Exercise aim: How many lines below contain the word "Left"? Reply solely with the number.

Start of Available data

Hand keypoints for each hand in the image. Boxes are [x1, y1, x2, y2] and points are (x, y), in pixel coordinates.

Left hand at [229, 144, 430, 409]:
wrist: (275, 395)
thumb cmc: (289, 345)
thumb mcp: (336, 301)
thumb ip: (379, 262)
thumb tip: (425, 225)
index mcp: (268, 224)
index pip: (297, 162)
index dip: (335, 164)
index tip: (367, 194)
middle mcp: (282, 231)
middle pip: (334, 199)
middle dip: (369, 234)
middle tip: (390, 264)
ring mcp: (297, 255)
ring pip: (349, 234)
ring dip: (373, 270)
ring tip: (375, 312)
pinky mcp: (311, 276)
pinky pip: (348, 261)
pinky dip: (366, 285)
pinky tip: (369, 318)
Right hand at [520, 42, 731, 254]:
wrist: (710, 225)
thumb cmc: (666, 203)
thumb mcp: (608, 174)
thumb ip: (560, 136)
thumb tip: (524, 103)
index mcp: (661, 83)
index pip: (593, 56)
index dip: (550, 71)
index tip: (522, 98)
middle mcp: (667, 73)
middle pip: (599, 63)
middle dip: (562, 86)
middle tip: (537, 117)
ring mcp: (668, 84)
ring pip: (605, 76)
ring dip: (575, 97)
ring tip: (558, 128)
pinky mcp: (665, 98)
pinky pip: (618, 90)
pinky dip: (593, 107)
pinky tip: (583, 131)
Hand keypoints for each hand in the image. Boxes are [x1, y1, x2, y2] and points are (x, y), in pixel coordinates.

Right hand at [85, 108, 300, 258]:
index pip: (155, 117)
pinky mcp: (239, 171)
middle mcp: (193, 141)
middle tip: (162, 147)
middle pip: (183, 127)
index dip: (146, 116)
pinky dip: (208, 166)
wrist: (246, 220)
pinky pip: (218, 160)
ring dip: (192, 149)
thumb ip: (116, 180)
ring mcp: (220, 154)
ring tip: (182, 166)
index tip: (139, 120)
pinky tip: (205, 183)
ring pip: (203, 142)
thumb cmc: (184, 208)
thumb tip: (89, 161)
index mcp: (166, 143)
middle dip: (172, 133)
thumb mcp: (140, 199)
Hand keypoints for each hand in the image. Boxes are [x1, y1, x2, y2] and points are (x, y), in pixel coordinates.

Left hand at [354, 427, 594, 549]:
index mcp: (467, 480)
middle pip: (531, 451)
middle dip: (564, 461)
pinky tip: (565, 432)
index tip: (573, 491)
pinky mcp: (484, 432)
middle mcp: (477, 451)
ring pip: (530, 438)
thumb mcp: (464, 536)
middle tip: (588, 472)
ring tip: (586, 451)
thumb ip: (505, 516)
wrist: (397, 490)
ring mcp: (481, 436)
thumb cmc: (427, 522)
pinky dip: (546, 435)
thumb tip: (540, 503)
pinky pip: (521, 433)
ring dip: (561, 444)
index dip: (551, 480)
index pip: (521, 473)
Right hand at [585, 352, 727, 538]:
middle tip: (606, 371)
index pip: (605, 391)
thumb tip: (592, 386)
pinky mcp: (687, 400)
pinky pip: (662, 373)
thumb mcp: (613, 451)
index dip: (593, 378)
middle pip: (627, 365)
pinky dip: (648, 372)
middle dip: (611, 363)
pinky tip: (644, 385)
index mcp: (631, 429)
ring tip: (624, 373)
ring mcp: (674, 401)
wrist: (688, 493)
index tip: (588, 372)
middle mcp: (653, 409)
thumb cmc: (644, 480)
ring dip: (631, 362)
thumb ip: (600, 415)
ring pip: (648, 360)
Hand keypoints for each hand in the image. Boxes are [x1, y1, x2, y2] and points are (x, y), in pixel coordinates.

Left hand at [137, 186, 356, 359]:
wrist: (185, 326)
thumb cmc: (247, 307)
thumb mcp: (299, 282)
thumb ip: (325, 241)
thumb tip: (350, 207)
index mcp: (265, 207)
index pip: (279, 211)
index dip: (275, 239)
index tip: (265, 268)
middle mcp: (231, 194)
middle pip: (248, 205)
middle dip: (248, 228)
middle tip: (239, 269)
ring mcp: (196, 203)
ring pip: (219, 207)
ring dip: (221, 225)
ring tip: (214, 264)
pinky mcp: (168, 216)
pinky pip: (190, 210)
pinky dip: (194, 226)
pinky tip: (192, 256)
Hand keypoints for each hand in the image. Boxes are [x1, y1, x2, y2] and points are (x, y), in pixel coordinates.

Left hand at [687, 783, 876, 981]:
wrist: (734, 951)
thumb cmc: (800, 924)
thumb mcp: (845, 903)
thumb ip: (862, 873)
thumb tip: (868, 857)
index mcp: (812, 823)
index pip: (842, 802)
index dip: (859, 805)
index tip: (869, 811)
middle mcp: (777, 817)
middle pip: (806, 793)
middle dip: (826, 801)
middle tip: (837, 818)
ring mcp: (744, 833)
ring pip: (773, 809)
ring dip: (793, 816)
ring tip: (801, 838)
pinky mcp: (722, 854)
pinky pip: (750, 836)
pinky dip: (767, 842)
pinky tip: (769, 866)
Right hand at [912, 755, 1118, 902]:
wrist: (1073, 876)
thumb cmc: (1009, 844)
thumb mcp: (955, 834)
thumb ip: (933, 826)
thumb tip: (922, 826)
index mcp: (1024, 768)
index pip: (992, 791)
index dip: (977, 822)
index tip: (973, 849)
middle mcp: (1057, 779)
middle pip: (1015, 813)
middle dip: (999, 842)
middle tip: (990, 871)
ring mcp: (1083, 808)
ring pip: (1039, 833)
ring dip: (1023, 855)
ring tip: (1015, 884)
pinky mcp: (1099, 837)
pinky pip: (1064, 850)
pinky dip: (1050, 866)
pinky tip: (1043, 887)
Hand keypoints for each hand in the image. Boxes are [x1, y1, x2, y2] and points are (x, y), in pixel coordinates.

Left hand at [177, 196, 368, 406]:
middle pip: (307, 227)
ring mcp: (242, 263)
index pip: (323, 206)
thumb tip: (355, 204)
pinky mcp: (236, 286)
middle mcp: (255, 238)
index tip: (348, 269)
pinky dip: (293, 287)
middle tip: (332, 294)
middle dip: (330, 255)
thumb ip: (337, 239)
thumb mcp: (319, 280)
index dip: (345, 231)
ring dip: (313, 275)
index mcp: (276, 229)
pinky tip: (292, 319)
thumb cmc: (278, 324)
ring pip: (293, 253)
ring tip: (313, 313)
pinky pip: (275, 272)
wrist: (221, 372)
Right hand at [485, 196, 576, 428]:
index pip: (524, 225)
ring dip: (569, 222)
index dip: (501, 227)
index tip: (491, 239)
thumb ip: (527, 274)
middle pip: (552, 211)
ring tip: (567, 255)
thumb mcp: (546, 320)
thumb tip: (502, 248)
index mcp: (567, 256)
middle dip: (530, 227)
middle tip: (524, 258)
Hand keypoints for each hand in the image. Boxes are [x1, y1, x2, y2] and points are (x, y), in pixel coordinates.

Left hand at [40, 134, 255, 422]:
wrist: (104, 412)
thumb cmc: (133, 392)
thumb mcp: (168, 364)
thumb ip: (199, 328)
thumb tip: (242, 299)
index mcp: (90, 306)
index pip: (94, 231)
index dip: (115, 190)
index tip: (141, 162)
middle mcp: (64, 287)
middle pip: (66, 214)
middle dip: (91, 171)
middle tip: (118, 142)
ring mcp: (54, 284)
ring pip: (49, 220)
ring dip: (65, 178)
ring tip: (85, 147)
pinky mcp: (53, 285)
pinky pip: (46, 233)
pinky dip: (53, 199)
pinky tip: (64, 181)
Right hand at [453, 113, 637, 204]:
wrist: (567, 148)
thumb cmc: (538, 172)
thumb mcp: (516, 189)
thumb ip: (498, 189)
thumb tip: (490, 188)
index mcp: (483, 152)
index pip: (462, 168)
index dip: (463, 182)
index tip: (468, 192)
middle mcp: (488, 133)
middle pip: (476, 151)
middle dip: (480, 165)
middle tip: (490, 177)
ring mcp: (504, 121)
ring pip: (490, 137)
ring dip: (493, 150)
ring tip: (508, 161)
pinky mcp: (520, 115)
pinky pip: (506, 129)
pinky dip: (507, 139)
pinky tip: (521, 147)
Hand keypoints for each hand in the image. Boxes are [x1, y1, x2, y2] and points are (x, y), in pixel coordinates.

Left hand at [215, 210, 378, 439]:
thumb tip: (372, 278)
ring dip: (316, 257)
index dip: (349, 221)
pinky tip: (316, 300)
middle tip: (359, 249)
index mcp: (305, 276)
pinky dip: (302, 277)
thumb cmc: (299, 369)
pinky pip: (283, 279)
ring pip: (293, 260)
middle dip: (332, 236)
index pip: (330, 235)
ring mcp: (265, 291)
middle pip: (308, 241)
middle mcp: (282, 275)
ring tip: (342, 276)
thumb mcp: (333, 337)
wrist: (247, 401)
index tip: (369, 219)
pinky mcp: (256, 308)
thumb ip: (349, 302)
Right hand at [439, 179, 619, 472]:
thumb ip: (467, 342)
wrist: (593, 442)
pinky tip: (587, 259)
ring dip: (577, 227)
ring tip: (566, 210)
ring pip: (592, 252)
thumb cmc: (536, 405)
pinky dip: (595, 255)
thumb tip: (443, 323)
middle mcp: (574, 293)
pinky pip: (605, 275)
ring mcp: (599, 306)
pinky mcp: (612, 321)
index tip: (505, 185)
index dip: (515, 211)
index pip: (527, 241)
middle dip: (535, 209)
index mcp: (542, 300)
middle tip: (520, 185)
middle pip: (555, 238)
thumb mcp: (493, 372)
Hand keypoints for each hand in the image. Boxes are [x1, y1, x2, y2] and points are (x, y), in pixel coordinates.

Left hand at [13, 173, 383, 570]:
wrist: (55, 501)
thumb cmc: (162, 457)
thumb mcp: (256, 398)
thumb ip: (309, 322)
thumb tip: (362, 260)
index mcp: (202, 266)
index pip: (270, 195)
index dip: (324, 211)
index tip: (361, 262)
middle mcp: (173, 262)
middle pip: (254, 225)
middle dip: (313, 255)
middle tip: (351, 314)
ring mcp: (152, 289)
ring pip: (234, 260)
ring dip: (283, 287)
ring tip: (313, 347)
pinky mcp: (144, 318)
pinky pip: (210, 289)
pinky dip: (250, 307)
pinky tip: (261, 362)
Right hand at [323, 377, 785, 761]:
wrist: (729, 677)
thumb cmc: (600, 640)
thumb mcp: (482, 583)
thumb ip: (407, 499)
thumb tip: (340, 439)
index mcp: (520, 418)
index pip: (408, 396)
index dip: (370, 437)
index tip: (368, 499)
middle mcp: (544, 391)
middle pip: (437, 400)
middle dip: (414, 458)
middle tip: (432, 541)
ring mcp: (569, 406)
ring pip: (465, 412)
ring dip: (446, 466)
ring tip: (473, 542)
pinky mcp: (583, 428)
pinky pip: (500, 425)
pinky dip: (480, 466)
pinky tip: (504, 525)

End of Available data

Solved exercise: 8